*Exercise goal:* Each line that contains "Necochea" needs to be copied from the listing.

** Exercise data follows **

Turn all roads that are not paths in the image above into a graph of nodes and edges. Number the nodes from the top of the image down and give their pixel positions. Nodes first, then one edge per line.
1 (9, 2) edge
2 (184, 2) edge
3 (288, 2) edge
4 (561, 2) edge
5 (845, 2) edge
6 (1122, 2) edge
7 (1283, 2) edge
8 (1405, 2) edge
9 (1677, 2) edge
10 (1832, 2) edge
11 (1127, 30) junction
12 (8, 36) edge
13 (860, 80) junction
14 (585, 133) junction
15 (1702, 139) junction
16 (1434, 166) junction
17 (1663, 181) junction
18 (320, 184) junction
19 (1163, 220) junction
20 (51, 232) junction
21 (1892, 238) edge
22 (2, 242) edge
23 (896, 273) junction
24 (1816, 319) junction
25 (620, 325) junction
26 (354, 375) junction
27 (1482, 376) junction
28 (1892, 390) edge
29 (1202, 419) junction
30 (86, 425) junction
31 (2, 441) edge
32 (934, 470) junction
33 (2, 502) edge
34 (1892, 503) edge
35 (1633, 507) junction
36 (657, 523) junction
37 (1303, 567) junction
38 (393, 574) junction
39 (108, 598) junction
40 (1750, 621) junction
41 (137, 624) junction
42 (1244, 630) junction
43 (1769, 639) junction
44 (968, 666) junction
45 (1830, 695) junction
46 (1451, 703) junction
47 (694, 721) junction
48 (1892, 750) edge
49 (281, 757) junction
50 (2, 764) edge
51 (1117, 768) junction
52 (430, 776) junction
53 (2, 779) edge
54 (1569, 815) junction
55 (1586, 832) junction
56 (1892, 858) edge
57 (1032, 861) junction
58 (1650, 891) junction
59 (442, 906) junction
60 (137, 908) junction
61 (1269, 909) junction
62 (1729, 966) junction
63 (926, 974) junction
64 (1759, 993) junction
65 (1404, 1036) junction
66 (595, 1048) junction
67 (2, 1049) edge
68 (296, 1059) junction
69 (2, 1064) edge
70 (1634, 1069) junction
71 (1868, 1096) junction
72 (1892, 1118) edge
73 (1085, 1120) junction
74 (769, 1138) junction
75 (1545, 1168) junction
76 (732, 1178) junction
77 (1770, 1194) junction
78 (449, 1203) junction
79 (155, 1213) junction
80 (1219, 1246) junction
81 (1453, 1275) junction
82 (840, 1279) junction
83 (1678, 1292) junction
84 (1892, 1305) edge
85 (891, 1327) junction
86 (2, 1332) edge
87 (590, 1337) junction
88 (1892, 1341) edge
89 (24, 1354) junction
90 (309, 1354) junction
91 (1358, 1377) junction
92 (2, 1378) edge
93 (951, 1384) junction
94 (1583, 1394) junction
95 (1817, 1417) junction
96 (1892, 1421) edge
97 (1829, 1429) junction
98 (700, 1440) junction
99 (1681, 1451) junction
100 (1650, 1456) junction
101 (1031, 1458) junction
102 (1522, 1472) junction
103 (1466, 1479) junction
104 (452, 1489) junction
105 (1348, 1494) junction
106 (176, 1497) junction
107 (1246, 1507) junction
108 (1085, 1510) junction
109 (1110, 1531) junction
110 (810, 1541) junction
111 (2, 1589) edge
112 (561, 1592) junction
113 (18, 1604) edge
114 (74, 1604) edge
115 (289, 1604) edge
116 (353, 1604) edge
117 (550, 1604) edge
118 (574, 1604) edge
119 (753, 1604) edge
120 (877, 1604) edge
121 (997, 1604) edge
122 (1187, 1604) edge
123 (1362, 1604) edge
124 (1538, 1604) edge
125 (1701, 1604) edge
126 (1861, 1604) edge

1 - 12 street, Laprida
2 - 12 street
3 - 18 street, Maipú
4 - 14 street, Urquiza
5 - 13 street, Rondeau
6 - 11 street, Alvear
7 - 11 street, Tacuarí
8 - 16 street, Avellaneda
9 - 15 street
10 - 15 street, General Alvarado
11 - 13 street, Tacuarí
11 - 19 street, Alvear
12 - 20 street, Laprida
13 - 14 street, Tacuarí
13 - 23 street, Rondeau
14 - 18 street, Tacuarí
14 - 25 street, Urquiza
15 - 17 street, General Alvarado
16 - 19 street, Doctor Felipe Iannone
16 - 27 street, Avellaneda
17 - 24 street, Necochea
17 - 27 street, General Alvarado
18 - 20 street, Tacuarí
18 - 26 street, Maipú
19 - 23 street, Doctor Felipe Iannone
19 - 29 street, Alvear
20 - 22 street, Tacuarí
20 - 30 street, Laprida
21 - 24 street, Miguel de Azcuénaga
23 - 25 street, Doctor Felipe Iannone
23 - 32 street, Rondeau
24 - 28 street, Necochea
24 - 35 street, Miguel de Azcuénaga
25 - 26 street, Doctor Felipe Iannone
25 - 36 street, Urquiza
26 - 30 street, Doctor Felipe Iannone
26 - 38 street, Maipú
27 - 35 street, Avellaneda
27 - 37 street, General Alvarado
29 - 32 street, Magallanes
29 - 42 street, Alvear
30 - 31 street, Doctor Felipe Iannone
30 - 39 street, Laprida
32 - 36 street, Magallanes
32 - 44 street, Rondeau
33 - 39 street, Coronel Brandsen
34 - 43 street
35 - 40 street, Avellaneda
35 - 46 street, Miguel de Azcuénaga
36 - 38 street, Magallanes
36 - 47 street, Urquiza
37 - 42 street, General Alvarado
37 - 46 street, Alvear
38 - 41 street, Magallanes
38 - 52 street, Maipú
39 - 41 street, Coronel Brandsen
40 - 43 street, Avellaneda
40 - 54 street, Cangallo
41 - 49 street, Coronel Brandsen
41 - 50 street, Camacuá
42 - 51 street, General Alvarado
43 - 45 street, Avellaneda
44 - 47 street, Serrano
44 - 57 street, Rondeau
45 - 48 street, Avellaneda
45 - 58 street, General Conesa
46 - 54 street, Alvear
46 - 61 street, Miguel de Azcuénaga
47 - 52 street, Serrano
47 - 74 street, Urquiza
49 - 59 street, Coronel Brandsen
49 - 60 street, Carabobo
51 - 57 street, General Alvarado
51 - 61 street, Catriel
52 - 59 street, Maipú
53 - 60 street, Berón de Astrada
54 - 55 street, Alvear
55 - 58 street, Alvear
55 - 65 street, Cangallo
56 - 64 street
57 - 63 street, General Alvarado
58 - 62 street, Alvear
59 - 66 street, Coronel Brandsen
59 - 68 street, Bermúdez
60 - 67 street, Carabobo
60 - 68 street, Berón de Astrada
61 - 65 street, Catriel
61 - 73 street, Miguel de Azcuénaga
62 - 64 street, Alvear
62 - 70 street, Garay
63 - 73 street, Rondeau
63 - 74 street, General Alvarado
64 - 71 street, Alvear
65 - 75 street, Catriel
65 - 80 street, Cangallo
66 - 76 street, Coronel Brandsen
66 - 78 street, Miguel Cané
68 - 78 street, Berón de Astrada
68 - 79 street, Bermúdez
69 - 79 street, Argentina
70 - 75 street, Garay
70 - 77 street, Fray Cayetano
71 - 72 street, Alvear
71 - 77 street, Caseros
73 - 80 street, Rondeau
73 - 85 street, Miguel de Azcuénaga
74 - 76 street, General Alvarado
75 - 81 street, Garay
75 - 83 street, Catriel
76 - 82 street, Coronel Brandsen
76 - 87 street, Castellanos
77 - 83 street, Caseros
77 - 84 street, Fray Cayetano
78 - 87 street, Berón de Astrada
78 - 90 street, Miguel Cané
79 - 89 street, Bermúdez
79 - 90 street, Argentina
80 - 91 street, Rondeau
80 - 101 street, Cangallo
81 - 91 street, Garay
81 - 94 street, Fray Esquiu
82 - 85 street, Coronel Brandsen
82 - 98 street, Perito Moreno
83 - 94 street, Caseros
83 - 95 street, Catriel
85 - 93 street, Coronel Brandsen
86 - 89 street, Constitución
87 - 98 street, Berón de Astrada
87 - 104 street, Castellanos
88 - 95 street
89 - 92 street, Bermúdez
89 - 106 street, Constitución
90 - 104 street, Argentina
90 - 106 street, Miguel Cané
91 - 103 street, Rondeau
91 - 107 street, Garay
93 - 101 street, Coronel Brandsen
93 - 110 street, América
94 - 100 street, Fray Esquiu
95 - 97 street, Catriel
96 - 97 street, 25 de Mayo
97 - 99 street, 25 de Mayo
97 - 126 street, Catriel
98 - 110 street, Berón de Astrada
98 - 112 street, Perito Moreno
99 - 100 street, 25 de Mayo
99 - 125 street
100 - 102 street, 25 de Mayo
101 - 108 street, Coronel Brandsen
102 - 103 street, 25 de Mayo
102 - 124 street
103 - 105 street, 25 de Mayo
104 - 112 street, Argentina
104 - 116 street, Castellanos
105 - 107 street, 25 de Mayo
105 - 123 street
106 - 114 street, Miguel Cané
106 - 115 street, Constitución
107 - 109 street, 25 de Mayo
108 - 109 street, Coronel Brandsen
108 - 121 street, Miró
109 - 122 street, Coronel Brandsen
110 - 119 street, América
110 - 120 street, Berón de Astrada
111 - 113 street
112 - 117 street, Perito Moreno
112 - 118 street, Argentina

** End of Exercise data **

*Written solution:*
17 - 24 street, Necochea
24 - 28 street, Necochea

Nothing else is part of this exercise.